#### [INPUT RECORDS]
::::::::::
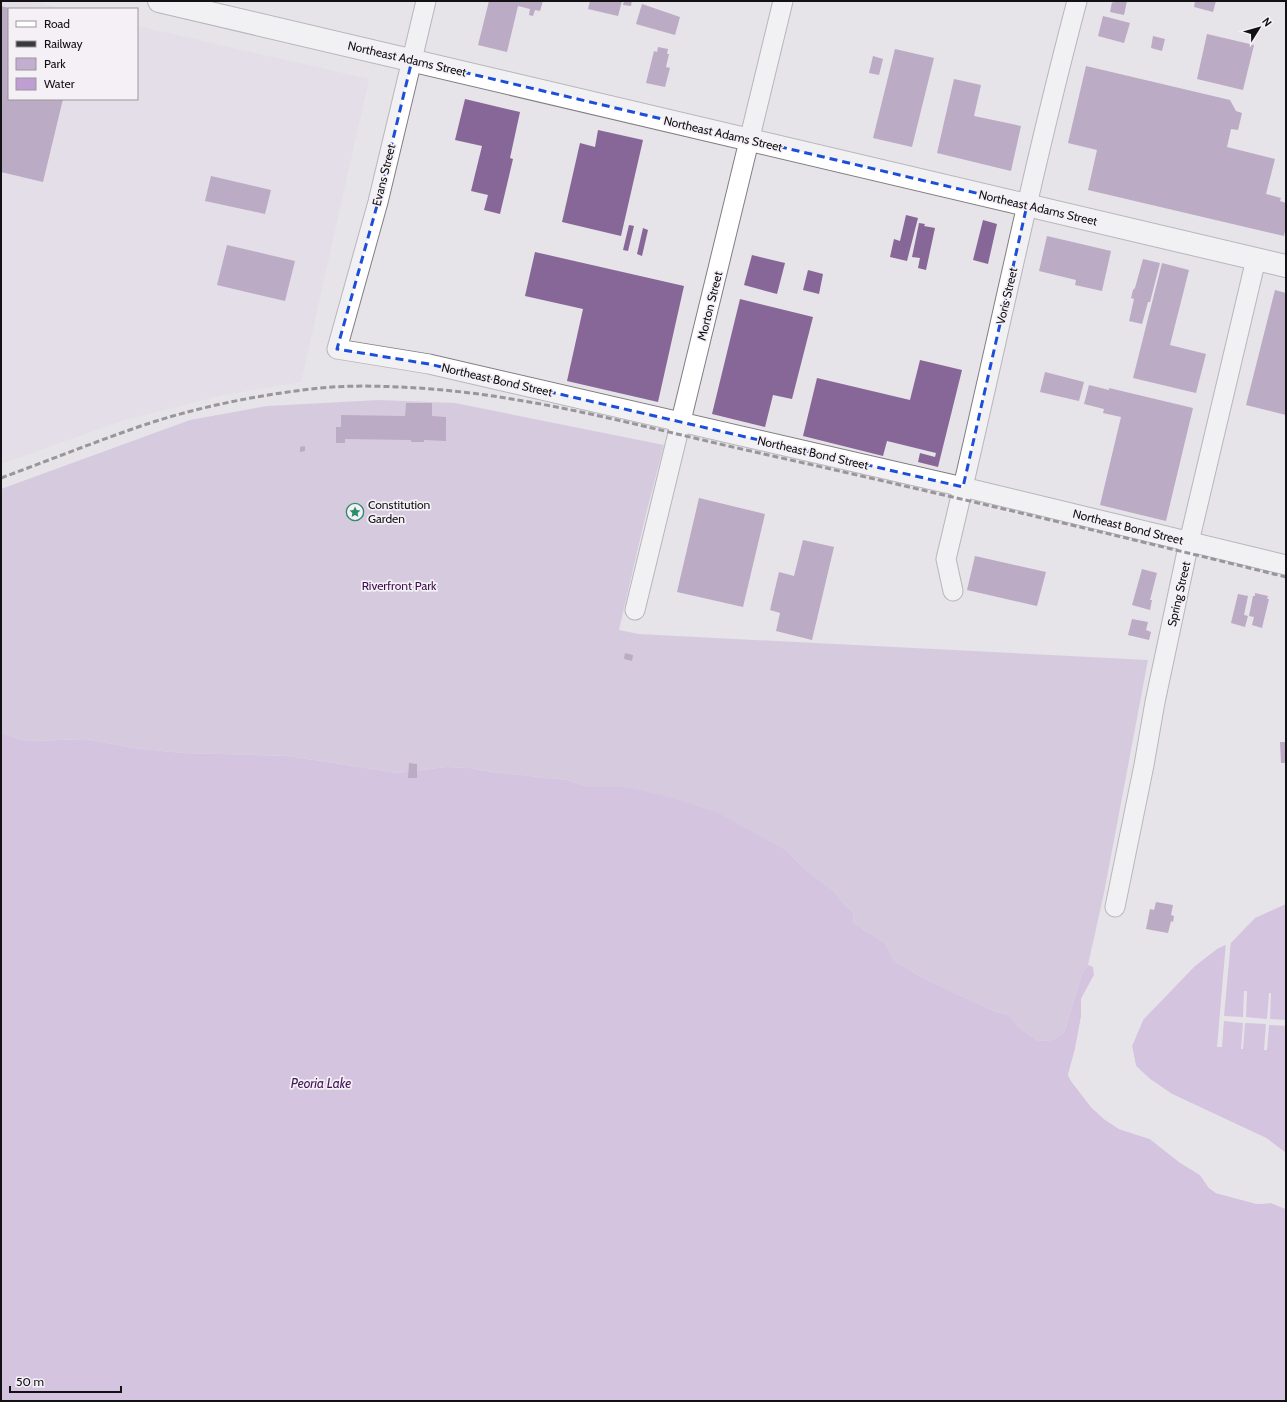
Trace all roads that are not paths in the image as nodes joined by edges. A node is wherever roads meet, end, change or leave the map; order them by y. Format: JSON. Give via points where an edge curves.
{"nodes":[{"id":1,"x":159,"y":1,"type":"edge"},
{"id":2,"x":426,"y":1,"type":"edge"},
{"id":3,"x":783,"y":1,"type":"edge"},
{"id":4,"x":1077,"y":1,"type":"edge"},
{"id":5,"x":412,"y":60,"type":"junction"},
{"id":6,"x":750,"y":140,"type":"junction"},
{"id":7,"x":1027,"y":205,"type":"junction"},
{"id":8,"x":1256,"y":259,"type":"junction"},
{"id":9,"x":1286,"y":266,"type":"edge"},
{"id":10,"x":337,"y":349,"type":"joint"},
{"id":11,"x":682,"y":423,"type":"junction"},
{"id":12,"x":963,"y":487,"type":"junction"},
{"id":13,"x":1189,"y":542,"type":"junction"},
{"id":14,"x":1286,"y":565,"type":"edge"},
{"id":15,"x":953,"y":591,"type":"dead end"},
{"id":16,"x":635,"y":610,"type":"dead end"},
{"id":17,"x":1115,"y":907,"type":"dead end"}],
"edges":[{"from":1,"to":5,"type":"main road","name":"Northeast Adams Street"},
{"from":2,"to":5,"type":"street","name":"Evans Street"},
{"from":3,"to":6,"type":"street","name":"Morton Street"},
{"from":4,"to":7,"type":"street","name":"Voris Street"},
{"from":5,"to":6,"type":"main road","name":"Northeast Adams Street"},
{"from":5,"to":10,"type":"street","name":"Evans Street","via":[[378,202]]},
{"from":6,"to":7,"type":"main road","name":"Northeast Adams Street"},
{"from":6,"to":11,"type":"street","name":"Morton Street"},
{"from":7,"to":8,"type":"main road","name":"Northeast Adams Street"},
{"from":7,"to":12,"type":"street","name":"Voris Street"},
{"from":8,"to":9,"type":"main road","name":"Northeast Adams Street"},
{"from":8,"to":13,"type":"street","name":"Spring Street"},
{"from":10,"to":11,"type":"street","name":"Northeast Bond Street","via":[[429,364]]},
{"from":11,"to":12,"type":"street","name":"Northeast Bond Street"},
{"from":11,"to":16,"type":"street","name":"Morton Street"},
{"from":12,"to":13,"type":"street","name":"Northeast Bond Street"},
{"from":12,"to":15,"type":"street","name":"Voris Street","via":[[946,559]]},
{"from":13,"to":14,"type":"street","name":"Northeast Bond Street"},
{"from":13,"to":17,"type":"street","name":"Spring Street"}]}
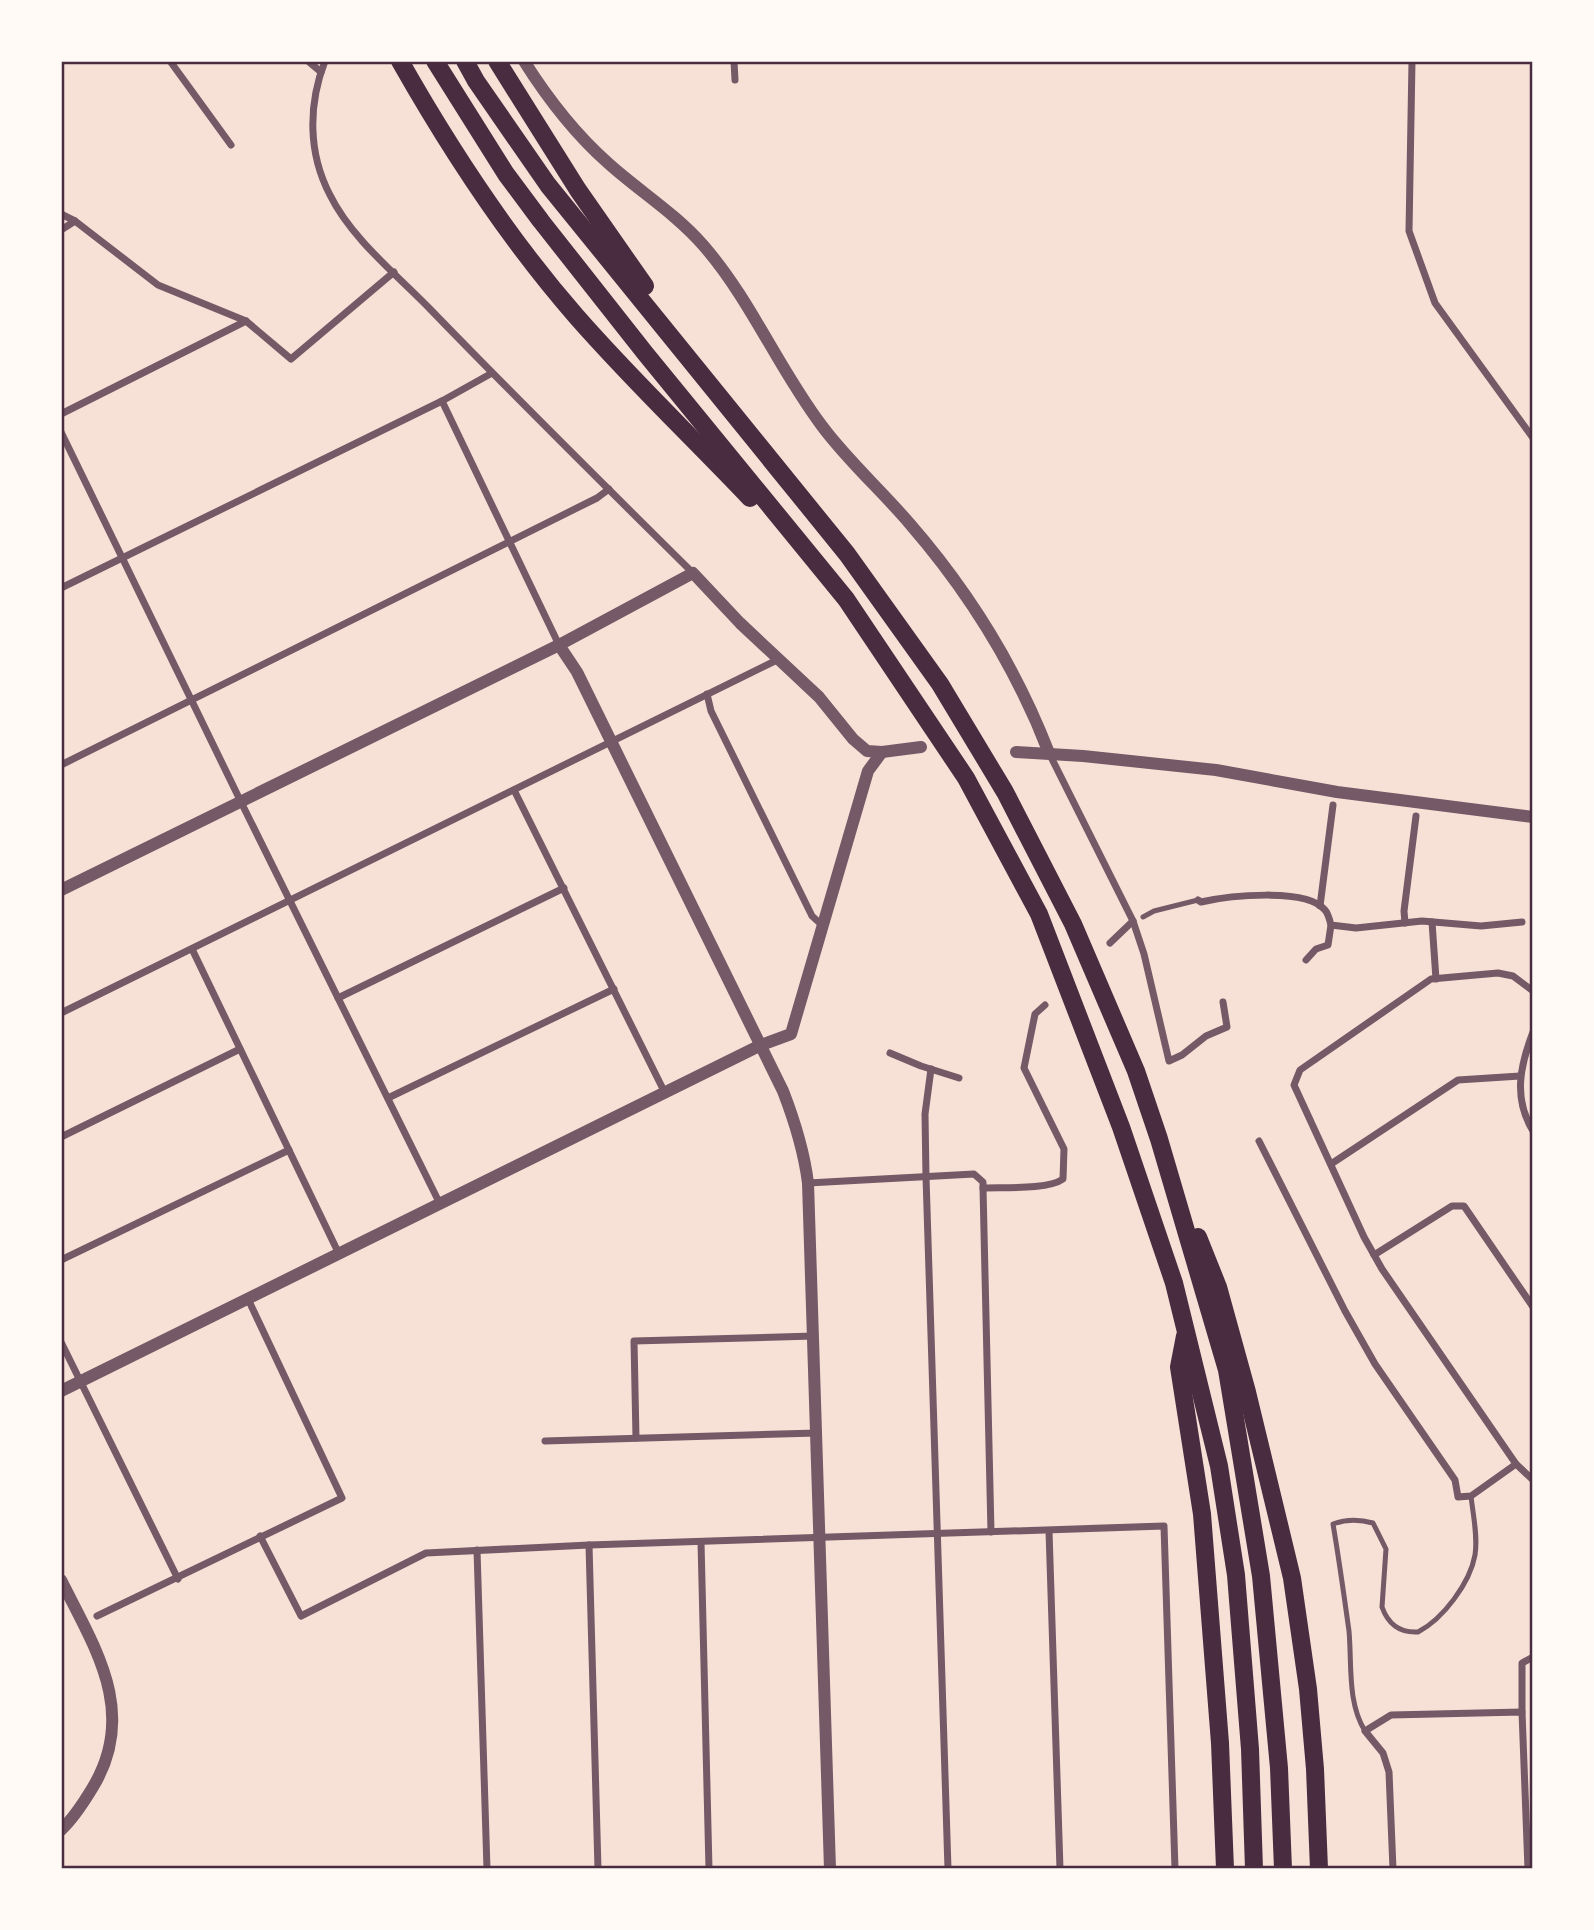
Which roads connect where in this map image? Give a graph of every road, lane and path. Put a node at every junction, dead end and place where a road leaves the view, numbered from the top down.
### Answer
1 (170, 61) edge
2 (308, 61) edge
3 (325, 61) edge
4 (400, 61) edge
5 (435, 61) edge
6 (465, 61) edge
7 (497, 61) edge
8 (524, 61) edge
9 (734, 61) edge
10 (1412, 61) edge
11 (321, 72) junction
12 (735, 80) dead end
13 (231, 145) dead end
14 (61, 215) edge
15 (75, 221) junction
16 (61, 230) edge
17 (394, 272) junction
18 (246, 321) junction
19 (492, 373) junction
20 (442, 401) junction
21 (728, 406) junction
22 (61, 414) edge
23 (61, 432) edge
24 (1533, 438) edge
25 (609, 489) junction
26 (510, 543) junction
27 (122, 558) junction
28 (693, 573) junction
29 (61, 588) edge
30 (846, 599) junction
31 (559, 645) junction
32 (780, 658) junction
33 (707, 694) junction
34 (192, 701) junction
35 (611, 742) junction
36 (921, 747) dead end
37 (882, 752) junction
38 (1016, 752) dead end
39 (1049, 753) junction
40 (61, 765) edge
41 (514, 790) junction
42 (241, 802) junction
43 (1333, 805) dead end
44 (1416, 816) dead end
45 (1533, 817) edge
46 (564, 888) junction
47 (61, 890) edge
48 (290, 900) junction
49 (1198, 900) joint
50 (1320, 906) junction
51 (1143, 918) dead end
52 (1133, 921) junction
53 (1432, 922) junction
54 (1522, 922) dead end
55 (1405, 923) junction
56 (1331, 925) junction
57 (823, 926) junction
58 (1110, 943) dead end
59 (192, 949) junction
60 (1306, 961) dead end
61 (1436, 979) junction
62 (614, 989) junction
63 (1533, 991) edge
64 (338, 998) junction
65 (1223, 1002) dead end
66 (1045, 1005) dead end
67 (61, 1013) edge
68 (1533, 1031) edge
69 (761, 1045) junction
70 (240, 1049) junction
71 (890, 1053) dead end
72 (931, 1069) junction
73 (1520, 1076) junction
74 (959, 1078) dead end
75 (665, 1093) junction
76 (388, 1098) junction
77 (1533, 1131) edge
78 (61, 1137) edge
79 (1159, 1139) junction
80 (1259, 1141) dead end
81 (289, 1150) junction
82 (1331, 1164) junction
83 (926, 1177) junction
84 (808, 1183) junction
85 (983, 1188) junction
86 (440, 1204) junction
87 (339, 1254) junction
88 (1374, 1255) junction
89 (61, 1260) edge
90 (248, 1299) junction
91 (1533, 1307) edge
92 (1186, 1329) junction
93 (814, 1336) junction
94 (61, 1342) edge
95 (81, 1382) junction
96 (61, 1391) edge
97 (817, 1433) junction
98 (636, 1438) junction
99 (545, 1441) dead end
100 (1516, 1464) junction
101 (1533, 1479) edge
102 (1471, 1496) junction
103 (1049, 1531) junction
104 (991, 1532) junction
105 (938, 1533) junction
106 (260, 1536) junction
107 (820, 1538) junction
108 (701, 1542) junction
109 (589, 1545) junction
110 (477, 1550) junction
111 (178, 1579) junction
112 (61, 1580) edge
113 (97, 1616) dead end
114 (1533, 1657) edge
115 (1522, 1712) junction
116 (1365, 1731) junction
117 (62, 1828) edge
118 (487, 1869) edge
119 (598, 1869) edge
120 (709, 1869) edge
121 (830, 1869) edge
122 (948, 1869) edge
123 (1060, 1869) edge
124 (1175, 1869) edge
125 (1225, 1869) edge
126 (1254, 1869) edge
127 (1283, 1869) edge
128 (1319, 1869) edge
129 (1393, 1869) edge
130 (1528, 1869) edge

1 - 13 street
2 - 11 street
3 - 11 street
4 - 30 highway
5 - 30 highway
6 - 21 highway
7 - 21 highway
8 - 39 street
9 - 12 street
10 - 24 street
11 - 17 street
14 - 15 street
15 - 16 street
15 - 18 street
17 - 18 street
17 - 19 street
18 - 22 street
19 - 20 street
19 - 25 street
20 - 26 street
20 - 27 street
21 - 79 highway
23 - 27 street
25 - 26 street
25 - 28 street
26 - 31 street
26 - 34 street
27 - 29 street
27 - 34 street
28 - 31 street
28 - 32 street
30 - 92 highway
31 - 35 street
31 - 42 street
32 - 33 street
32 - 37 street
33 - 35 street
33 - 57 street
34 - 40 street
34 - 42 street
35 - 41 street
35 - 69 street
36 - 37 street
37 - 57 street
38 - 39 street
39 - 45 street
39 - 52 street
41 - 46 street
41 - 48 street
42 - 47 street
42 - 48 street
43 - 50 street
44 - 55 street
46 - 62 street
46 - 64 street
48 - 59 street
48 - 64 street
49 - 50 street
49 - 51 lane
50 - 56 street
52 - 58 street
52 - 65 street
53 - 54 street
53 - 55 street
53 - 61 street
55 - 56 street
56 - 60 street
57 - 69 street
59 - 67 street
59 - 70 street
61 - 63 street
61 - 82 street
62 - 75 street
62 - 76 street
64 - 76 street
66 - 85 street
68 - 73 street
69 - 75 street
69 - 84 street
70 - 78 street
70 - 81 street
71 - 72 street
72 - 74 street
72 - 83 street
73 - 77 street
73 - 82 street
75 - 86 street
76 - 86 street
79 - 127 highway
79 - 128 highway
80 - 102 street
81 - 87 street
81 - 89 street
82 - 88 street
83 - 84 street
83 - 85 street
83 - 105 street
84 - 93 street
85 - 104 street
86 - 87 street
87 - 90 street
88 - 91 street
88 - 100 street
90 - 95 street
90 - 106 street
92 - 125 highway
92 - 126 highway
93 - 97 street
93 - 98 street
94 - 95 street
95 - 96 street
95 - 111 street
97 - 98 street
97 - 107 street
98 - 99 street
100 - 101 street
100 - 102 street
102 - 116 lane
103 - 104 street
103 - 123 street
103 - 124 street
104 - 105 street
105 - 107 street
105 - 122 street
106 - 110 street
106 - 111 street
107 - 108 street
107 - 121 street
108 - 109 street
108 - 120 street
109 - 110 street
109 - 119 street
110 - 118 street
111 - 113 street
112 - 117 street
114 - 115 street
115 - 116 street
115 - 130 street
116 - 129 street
::::::::::
#### [TASK DIRECTIONS]
Within the entries, find all lines that contain "Bond" and copy each one.

#### [RESPONSE AREA]
{"from":10,"to":11,"type":"street","name":"Northeast Bond Street","via":[[429,364]]},
{"from":11,"to":12,"type":"street","name":"Northeast Bond Street"},
{"from":12,"to":13,"type":"street","name":"Northeast Bond Street"},
{"from":13,"to":14,"type":"street","name":"Northeast Bond Street"},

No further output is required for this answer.